Kim Jong-ik, known as the Suncheon millionaire, was a great landlord, in the early 20th century. He inherited his properties from his father, Kim Hakmo, who had earned money from loan sharking. Kim Jong-ik invested wisely and doubled his wealth. However, he believed he earned the money not because of his own skills, but because society allowed him to do so.
Therefore, he contributed 1.75 million Korean won, an astronomical figure those days, to society without expecting anything back. The money today is worth 500 billion won ($543 million.)
The money helped build Kyeongsung Womens’ Medical School in Hyehwa-dong, the predecessor of Woosuk University; a hospital and the current Sunchon University and Sunchon High School.

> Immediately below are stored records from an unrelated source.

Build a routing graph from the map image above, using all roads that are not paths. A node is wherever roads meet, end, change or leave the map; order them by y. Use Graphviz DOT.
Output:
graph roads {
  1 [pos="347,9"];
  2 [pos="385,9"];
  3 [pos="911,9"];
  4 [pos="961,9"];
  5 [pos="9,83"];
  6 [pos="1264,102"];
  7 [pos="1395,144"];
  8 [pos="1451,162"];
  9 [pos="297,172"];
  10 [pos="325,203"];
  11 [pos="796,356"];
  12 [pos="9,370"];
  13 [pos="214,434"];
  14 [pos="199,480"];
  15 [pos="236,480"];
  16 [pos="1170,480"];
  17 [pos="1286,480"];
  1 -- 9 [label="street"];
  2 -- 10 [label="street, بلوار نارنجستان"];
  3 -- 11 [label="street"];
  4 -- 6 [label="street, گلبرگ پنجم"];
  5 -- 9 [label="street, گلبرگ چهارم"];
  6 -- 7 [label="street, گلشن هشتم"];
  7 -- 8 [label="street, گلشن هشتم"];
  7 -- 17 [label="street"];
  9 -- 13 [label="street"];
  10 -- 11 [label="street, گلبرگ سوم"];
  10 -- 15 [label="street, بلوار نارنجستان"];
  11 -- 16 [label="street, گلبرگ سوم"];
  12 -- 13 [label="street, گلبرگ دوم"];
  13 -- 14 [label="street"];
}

The founder of Yuhan Corporation, Dr. Yoo Il-han, said in his will to his children, “Since I helped you to graduate from university, you must now live on your own.” Inheriting the spirit of her father, his daughter, Yoo Jaera, donated everything she had, 20 billion won, after she died in 1991 in the United States.

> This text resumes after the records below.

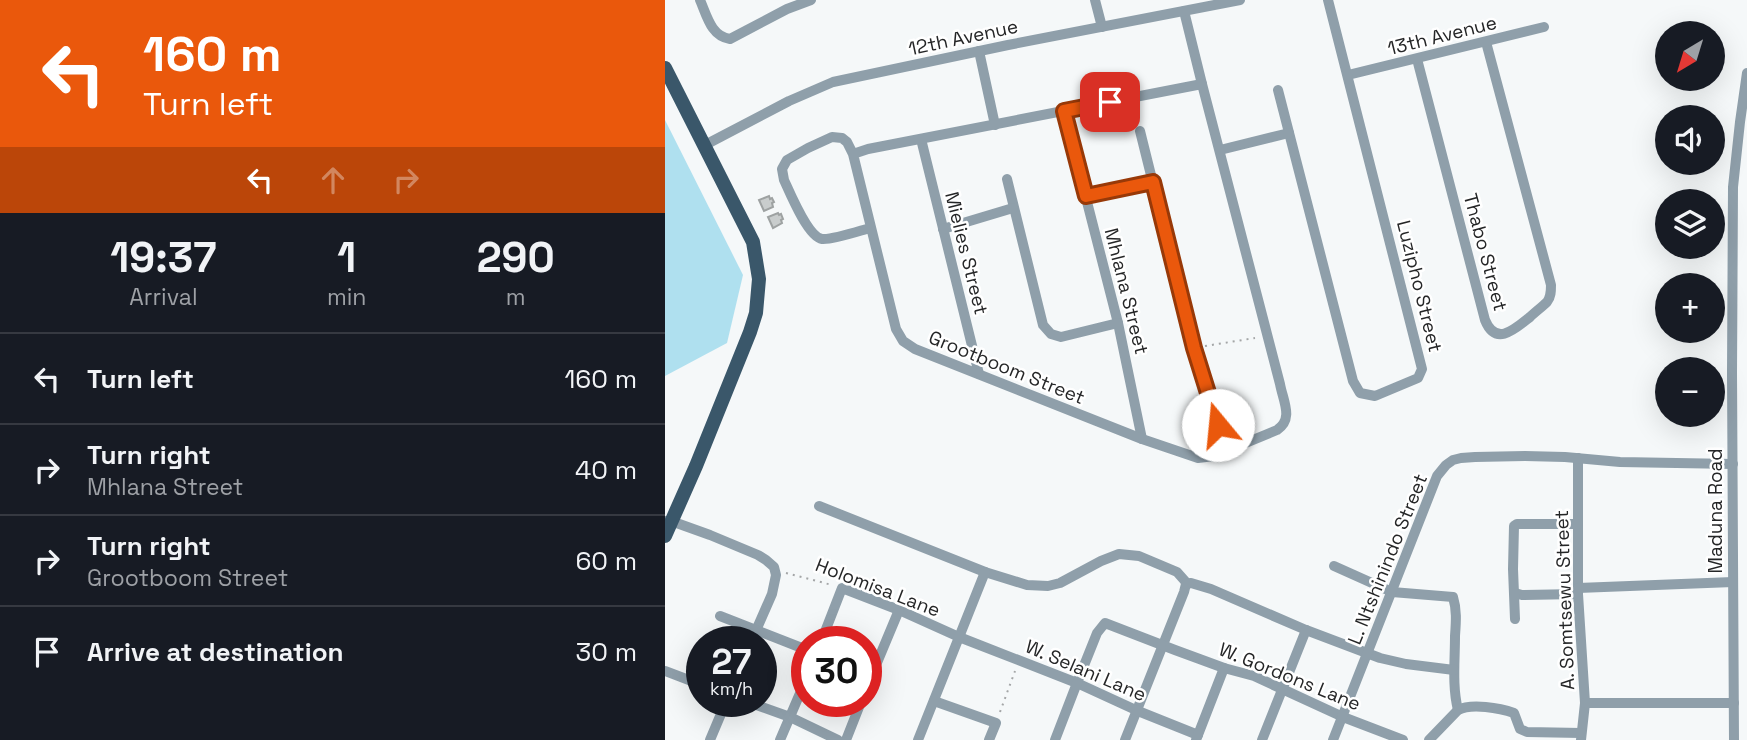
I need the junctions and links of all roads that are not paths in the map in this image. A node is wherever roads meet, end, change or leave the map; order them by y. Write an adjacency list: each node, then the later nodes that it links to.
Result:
1 (700, 0): 2 (street)
2 (811, 0)
3 (1095, 0): 7 (street)
4 (1240, 0): 6 (street, 12th Avenue)
5 (1328, 0): 14 (street, Luzipho Street)
6 (1184, 11): 7 (street, 12th Avenue); 15 (street, Grootboom Street)
7 (1102, 27): 10 (street, 12th Avenue)
8 (1544, 27): 9 (street, 13th Avenue)
9 (1486, 42): 11 (street, 13th Avenue); 11 (street, Thabo Street)
10 (979, 51): 18 (street); 22 (street, 12th Avenue)
11 (1417, 59): 14 (street, 13th Avenue)
12 (665, 68): 22 (main road)
13 (1747, 73): 36 (street, Maduna Road)
14 (1348, 75): 20 (street, Luzipho Street)
15 (1202, 84): 17 (street); 23 (street, Grootboom Street)
16 (1278, 90): 20 (street, Luzipho Street)
17 (1064, 111): 18 (street); 27 (street, Mhlana Street)
18 (995, 125): 21 (street)
19 (1140, 131): 26 (street)
20 (1289, 133): 23 (street)
21 (921, 139): 24 (street); 30 (street, Mielies Street)
22 (705, 145): 38 (main road)
23 (1220, 150): 34 (street, Grootboom Street)
24 (853, 154): 29 (street, Grootboom Street); 29 (street)
25 (1007, 179): 28 (street)
26 (1153, 182): 27 (street); 34 (street)
27 (1086, 196): 31 (street, Mhlana Street)
28 (1013, 208): 30 (street); 31 (street)
29 (870, 228): 32 (street, Grootboom Street)
30 (943, 229): 32 (street, Mielies Street)
31 (1118, 323): 33 (street, Mhlana Street)
32 (979, 374): 33 (street, Grootboom Street)
33 (1142, 439): 34 (street, Grootboom Street)
34 (1226, 451)
35 (1578, 458): 36 (street, L. Ntshinindo Street); 39 (street, A. Somtsewu Street); 46 (street, L. Ntshinindo Street)
36 (1733, 464): 43 (street, Maduna Road)
37 (819, 506): 42 (street)
38 (668, 521): 40 (main road); 52 (street)
39 (1578, 524): 45 (street, A. Somtsewu Street); 47 (street)
40 (665, 536)
41 (1334, 566): 46 (street)
42 (985, 572): 44 (street); 55 (street)
43 (1733, 582): 45 (street); 67 (street, Maduna Road)
44 (1186, 584): 54 (street); 56 (street)
45 (1578, 591): 47 (street); 66 (street, A. Somtsewu Street)
46 (1392, 592): 58 (street, L. Ntshinindo Street); 60 (street)
47 (1515, 593): 50 (street)
48 (899, 610): 53 (street, Holomisa Lane); 55 (street, Holomisa Lane); 57 (street)
49 (720, 616): 51 (street)
50 (1515, 618)
51 (744, 626)
52 (758, 626)
53 (827, 626)
54 (1306, 630): 58 (street); 64 (street)
55 (959, 638): 63 (street, W. Selani Lane); 65 (street)
56 (1163, 645): 59 (street, W. Gordons Lane); 63 (street, W. Gordons Lane); 68 (street)
57 (882, 651)
58 (1368, 652): 60 (street); 73 (street, L. Ntshinindo Street)
59 (1224, 668): 64 (street, W. Gordons Lane); 76 (street)
60 (1454, 670): 69 (street)
61 (665, 671): 62 (street)
62 (686, 679)
63 (1077, 683): 68 (street, W. Selani Lane); 83 (street)
64 (1283, 690): 73 (street, W. Gordons Lane); 85 (street)
65 (934, 701): 81 (street); 82 (street)
66 (1585, 703): 67 (street); 75 (street, A. Somtsewu Street)
67 (1734, 703): 89 (street, Maduna Road)
68 (1138, 710): 76 (street, W. Selani Lane); 84 (street)
69 (1458, 710): 75 (street); 88 (street)
70 (777, 713): 74 (street)
71 (720, 717): 77 (street)
72 (855, 717): 80 (street)
73 (1343, 717): 86 (street, L. Ntshinindo Street); 87 (street, W. Gordons Lane)
74 (790, 718): 78 (street); 79 (street)
75 (1581, 737)
76 (1197, 738)
77 (710, 740)
78 (781, 740)
79 (838, 740)
80 (846, 740)
81 (918, 740)
82 (989, 740)
83 (1055, 740)
84 (1125, 740)
85 (1262, 740)
86 (1333, 740)
87 (1403, 740)
88 (1429, 740)
89 (1734, 740)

Most huge donations that have been widely respected came out of the donor’s personal wisdom to restrain his greed.
The reason genius investor Warren Edward Buffett donated 85 percent of his wealth, or about $4 billion, to society was not because he had a special purpose or a reason. It was a pure act of generosity, with no strings attached. He has lived in the same brick house for more than 50 years and drives a car that is 10 years old. That is why Buffett’s donations were praised by American citizens.
Lee Myung-bak of the Grand National Party announced that he will donate 30 billion won back to society, leaving just a house for himself to live in. He made the announcement just 10 days before the election. It must have been a tough decision, but it did not leave a pleasant aftertaste.
It has the same unpleasant feeling, just like when Samsung or Hyundai returned money to society. If the candidate had pure intentions, he should have announced the donation after the election, whether he’d been elected or not. Then he would have received a great round of applause from the people.
The comment from the Grand National Party’s spokesman, “If they have the will, I urge the other candidates Lee Hoi-chang, Chung Dong-young and Kwon Young-gil, to do the same,” is dumbfounding.
Donations should be pure-hearted and voluntary, but Lee seems to want to turn it into some kind of contest.

*The writer is the Tokyo correspondent of the JoongAng Ilbo.